→ **What is being asked**: This exercise calls for every line of the data below with the string "Мічурына" in it.

→ **Data shown**:
####################

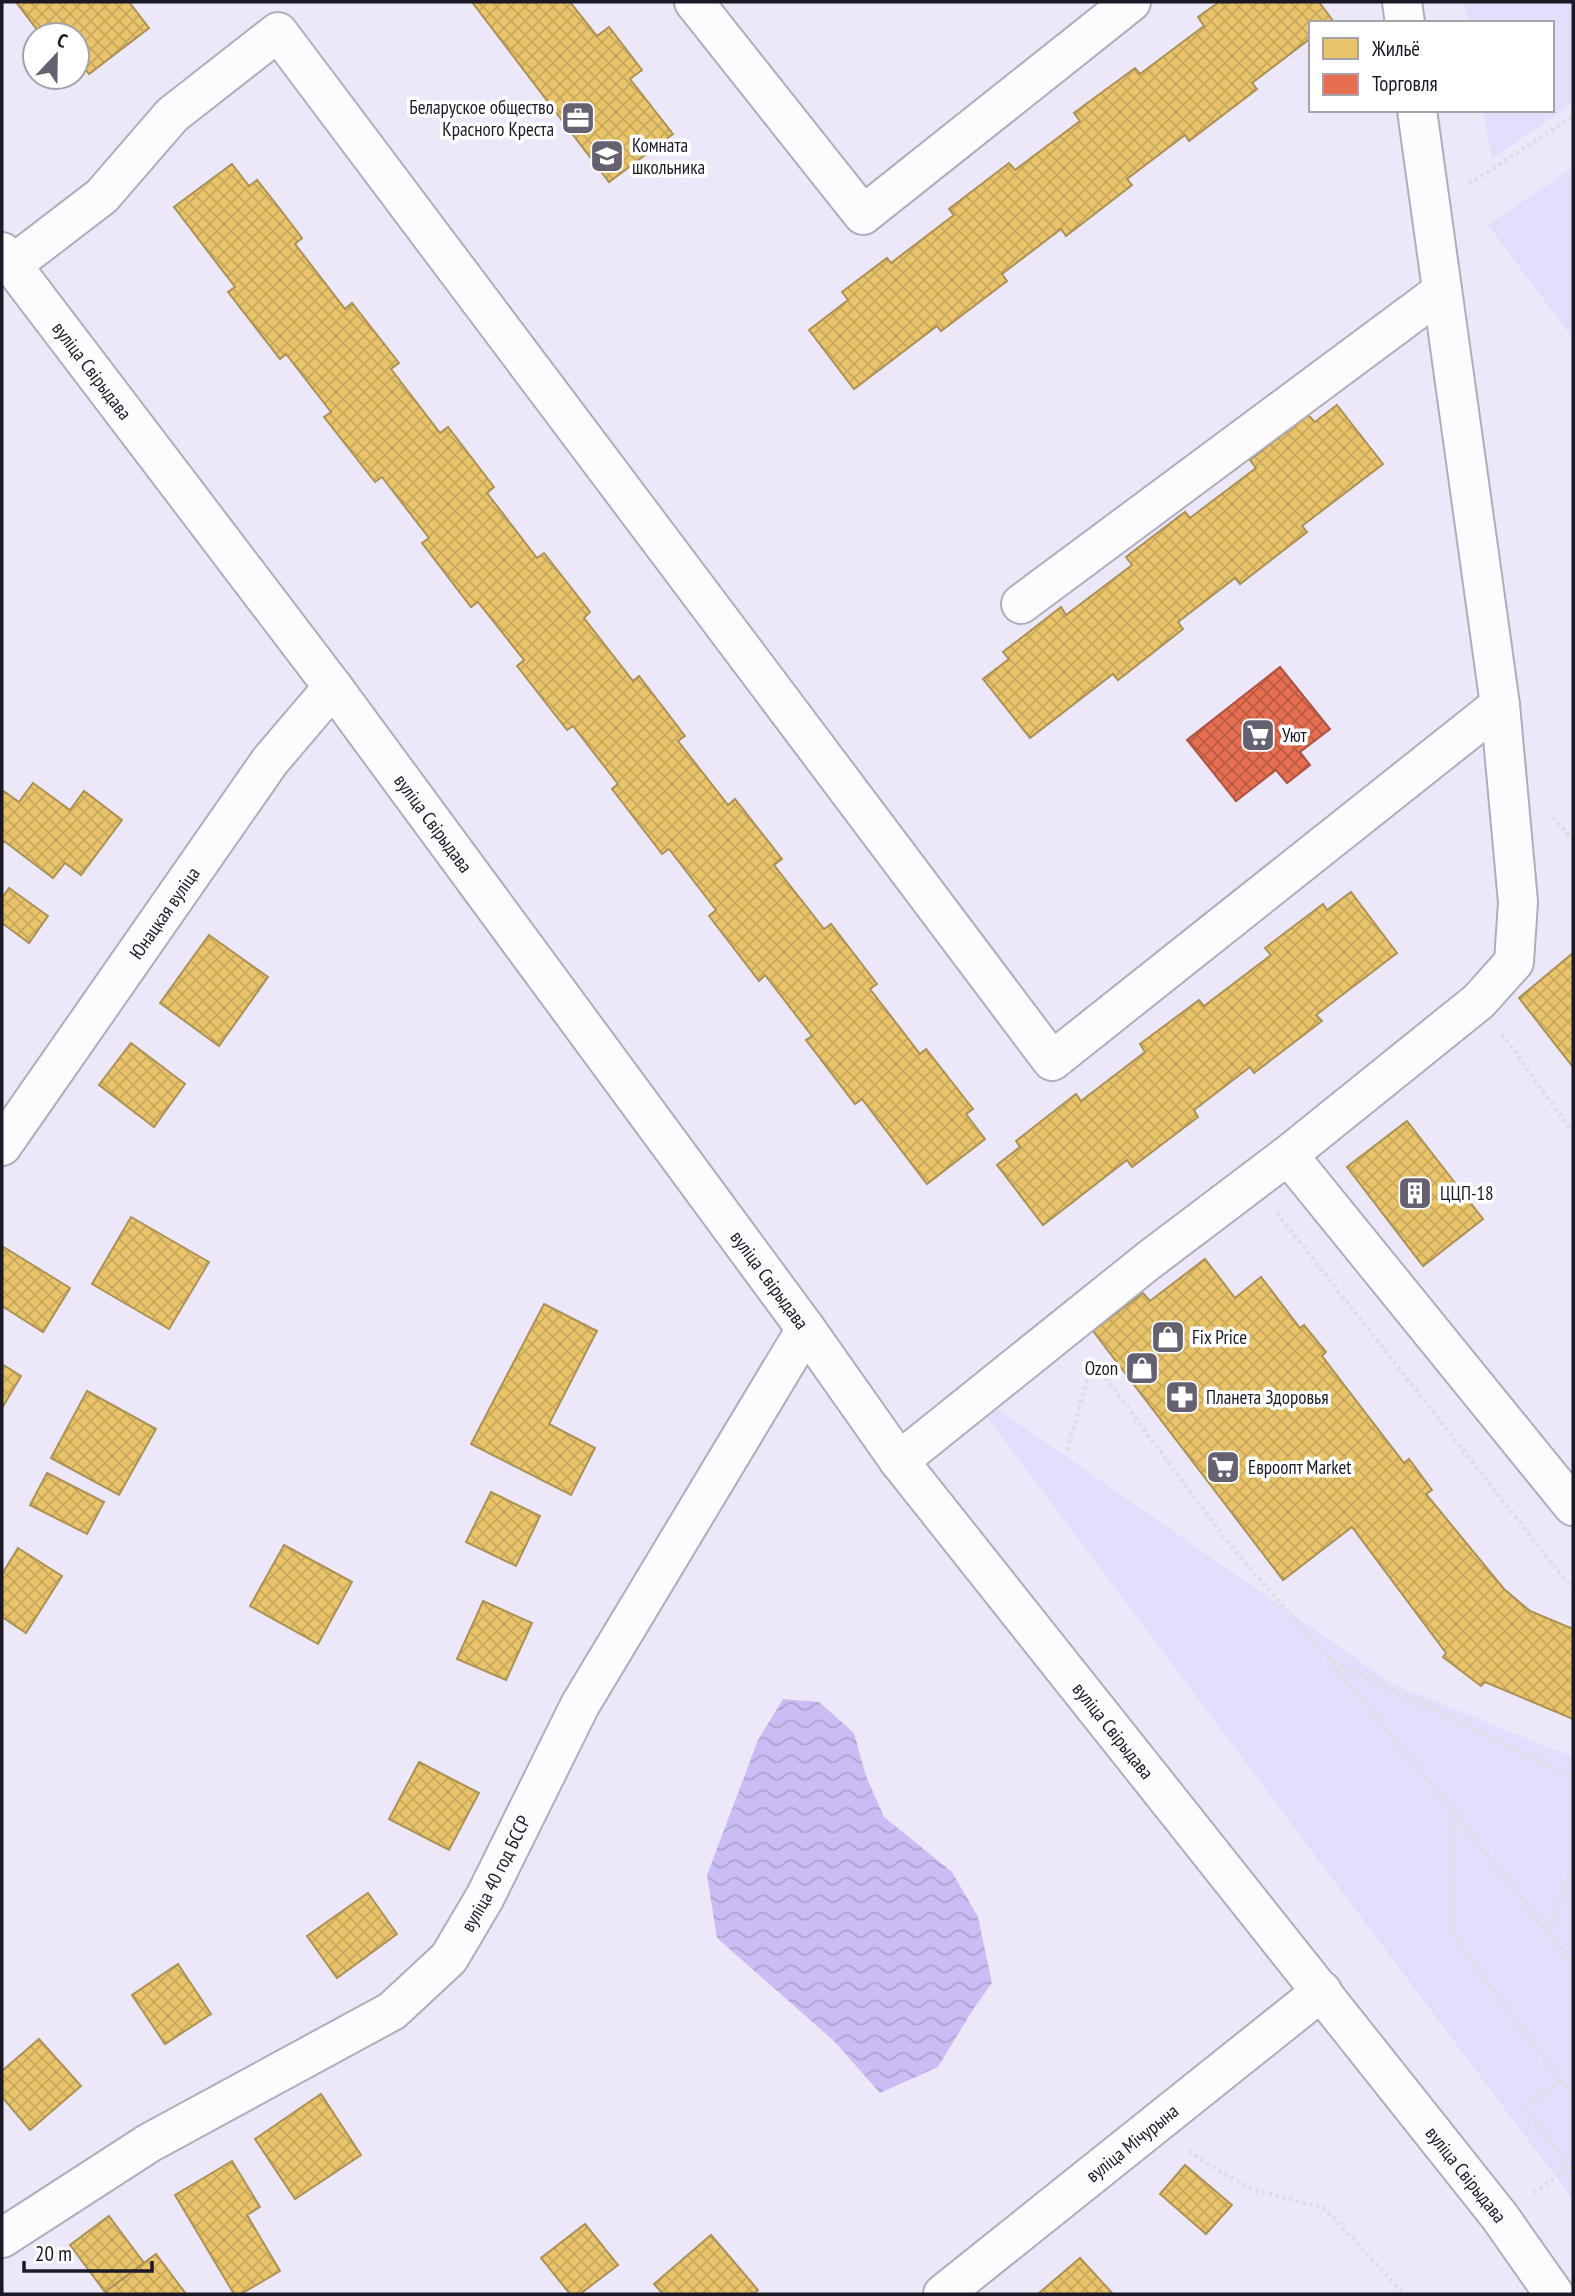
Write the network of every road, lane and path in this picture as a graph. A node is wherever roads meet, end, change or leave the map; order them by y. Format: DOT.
graph roads {
  1 [pos="694,2"];
  2 [pos="1131,2"];
  3 [pos="1402,2"];
  4 [pos="1405,21"];
  5 [pos="1417,112"];
  6 [pos="1573,116"];
  7 [pos="1431,209"];
  8 [pos="7,258"];
  9 [pos="1443,291"];
  10 [pos="1021,604"];
  11 [pos="333,687"];
  12 [pos="1500,705"];
  13 [pos="1479,1001"];
  14 [pos="1573,1133"];
  15 [pos="2,1146"];
  16 [pos="1288,1155"];
  17 [pos="1276,1213"];
  18 [pos="806,1329"];
  19 [pos="1103,1351"];
  20 [pos="1093,1360"];
  21 [pos="1067,1450"];
  22 [pos="900,1461"];
  23 [pos="1573,1506"];
  24 [pos="1573,1590"];
  25 [pos="1330,1660"];
  26 [pos="1573,1777"];
  27 [pos="1455,1814"];
  28 [pos="1573,1866"];
  29 [pos="1549,1931"];
  30 [pos="1573,1964"];
  31 [pos="1322,1991"];
  32 [pos="1560,2080"];
  33 [pos="1573,2097"];
  34 [pos="1153,2127"];
  35 [pos="1573,2171"];
  36 [pos="2,2238"];
  37 [pos="943,2294"];
  38 [pos="1404,2294"];
  39 [pos="1554,2294"];
  1 -- 2 [label="main road"];
  3 -- 4 [label="main road"];
  5 -- 7 [label="main road"];
  6 -- 7 [label="path"];
  7 -- 9 [label="main road"];
  8 -- 11 [label="main road, вуліца Свірыдава"];
  8 -- 12 [label="main road"];
  9 -- 10 [label="main road"];
  9 -- 12 [label="main road"];
  11 -- 15 [label="main road, Юнацкая вуліца"];
  11 -- 18 [label="main road, вуліца Свірыдава"];
  12 -- 13 [label="main road"];
  13 -- 14 [label="path"];
  13 -- 16 [label="main road"];
  16 -- 22 [label="main road"];
  16 -- 23 [label="main road"];
  17 -- 24 [label="path"];
  18 -- 22 [label="main road, вуліца Свірыдава"];
  18 -- 36 [label="main road, вуліца 40 год БССР"];
  19 -- 20 [label="path"];
  20 -- 21 [label="path"];
  20 -- 25 [label="path"];
  22 -- 31 [label="main road, вуліца Свірыдава"];
  25 -- 26 [label="path"];
  25 -- 27 [label="path"];
  27 -- 29 [label="path"];
  27 -- 32 [label="path"];
  28 -- 29 [label="path"];
  29 -- 30 [label="path"];
  31 -- 34 [label="main road, вуліца Мічурына"];
  31 -- 39 [label="main road, вуліца Свірыдава"];
  32 -- 33 [label="path"];
  32 -- 35 [label="path"];
  34 -- 37 [label="main road, вуліца Мічурына"];
  34 -- 38 [label="path"];
}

####################

→ **Expected answer**:
  31 -- 34 [label="main road, вуліца Мічурына"];
  34 -- 37 [label="main road, вуліца Мічурына"];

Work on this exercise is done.